Не обращая на нее внимания, Агния подскочила к юноше, вжавшемуся в дверь, и накинулась на него:
– Кто ты такой?
– Я? Сирано, – скорбно ответил тот, наклонив голову с большими тоскливыми ушами. И тут же поправился:
– Смердяев.
– Сирано Смердяев! – с иронией повторила Агния. – Потрясающе. Во что вы превратили мой кастинг?
Она отпихнула его от двери, пнула ее сапожком и скрылась внутри. Юноша поспешно шагнул следом. Над переулком повисла гробовая тишина, Инга недоуменно оглянулась по сторонам и тут… снова увидела Гладышевского! Он стоял возле того самого освещенного здания, к которому она так стремилась, прямо под окнами, и курил, нервно поглядывая на часы.
– Эй! – громко позвала Инга и быстрым шагом направилась к нему. – Простите, вы ведь…
Гладышевский вскинул голову и испуганно поглядел на нее. Дернулся в одну сторону, в другую, потом нырнул в кусты, обрамлявшие палисадник, и мгновенно исчез из виду. «Почему он так среагировал? – подумала Инга, переходя на бег. – Неужели это действительно Гладышевский? Мистика!» Она пробежала по раскисшему газону, чавкая грязью, и вломилась в голый черный кустарник. Там никого не было.

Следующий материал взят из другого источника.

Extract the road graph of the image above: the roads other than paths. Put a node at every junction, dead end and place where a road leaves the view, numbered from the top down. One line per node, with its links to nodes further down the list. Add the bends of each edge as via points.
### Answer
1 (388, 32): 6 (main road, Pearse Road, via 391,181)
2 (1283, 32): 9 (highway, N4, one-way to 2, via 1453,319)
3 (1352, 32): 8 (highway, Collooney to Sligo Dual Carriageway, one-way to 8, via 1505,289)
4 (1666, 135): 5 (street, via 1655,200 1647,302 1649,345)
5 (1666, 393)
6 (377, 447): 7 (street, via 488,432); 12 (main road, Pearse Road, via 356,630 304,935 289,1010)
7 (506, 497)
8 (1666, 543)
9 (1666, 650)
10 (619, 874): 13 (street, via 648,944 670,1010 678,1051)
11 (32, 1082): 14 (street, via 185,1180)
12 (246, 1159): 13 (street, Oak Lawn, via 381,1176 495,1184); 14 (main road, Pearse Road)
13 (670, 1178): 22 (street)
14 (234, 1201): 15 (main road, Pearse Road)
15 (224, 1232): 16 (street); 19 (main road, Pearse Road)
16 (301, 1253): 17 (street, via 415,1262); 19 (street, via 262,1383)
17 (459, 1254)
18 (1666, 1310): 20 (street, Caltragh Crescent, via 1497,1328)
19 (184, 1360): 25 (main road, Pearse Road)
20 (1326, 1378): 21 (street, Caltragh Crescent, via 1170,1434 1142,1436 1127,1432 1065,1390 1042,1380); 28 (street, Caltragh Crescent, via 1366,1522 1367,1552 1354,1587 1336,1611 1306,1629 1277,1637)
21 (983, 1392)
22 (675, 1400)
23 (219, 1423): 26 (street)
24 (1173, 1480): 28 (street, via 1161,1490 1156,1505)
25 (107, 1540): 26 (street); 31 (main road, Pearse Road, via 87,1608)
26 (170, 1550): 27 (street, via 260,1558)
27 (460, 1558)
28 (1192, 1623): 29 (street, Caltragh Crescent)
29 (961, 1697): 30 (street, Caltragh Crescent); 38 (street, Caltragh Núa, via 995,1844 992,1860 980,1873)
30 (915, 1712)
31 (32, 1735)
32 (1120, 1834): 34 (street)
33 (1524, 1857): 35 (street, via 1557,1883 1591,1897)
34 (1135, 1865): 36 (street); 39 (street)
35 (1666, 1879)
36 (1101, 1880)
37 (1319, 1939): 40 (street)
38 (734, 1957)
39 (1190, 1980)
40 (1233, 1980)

Зато за кустами обнаружилась металлическая дверь, крепко-накрепко запертая.
– Эй, кто тут? – раздался в тот же миг грозный окрик.
Инга обернулась и увидела охранника, который вышел на хорошо освещенное крыльцо и настороженно смотрел в ее сторону. Выглядел он довольно тощим и невзрачным и, вероятно, для равновесия носил громоздкие усы цвета гнилой моркови.
– Это я, – ответила она намеренно тоненьким голоском Белоснежки и засеменила к нему.
– Что вы тут делаете? – ничуть не смягчившись, напустился он на нее. – Бродите вокруг учреждения в неурочное время!